Целый месяц коварная женщина будет принимать горячее участие в поисках Сергея, сочувствовать Ирине и даже делать мелкие дружеские презенты ее годовалой дочке. А параллельно с этой необременительной деятельностью подбирать себе новую жертву. И та не заставила себя долго ждать. Морозным декабрьским утром в кабинет директора фирмы заглянул приятной наружности мужчина средних лет и осведомился о турах, которые осуществляет агентство.

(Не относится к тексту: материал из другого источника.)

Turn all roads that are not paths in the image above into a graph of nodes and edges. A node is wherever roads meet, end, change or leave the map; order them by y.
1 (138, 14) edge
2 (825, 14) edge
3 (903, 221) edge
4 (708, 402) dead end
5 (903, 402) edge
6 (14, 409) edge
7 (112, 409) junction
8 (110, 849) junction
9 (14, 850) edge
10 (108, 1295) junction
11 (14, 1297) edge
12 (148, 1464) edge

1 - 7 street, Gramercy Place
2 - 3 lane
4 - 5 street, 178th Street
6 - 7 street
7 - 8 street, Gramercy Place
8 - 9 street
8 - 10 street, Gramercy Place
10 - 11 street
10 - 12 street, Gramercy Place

Наметанным глазом Саченко сразу определила богатого клиента, а небольшое устное тестирование подсказало: мужчина доверчив и неосторожен.

Расплывшись с маниловской любезностью, дама предложила закурить и, сощурив глаза, проговорила:

— Сейчас так мало осталось порядочных людей, которым можно доверять. Каждый норовит объегорить. Вы, я чувствую, человек хороший. Хотите, я возьму вас с собой 4 января в деловую поездку в Венгрию? Мне нужен надежный попутчик. А я вам помогу продать украинский товар и купить подешевле венгерский.

Крючок сработал безукоризненно. Да и кто б отказался от такой возможности прокатиться с комфортом в заграничное турне с пикантной и состоятельной дамой? Да еще меценаткой и альтруисткой по натуре.

Выехали, как задумали, на четвертый день после праздников. За рулем был водитель Лепеха, пассажиры сидели сзади. На привале, поздно вечером, решили выпить коньячка, и Любовь Васильевна улучила момент, чтоб подлить попутчику клофелина. Мужчина быстро отключился, и Саченко проверила содержимое его карманов — 1700 долларов и 650 немецких марок. Рано утром Бировцев зашевелился и, едва ворочая языком, попросил отправить его в Киев.

— Ну зачем же? — засуетилась Любовь Васильевна.

— Это просто коньяк был некачественный. Сейчас я налью вам сердечных.

И накапала в стакан с водой клофелина. Но и эта доза не лишила упрямца жизни. Устав лицемерить, дама достала из бардачка выкидной нож и приказала водителю прикончить отяжелевшего пассажира. Лепеха, успевший к тому времени согреться полбутылкой водки, послушно выполнил задание. Труп снова облили бензином и сожгли.

Было это в Житомирской области под Малином.

Выждав определенное время, Саченко позвонила жене убиенного и сообщила, что ее муж сделал хороший бизнес за бугром и собирается пригнать шикарный «ситроен». А через три дня опять позвонила Бировцевой и напросилась на чаи. Когда хозяйка вышла на кухню, Любовь Васильевна влила ей лошадиную дозу клофелина, но толи у супругов был иммунитет на этот препарат, то ли последний был некачественным, но яд опять не сработал. Убрать же опасного свидетеля с помощью верного друга — ножа Саченко помешал внезапным визит хозяйкиных родственников. Почти два года в ожидании суда провела директриса турагентства в следственном изоляторе столицы. Наконец Верховный суд вынес свои вердикт: женщину расстрелять, Лепехе назначить 15 лет лишения свободы, Алексеенко 12, Кравцу — 6 лет.

Интересно, что мать хладнокровной убийцы, выступая свидетелем, горячо хвалила ее за сердобольность и участливость к нищим. А во время обыска в квартире Саченко был найден целый склад ампул с клофелином и строфантином, которые бизнесменша покупала по поддельным рецептам.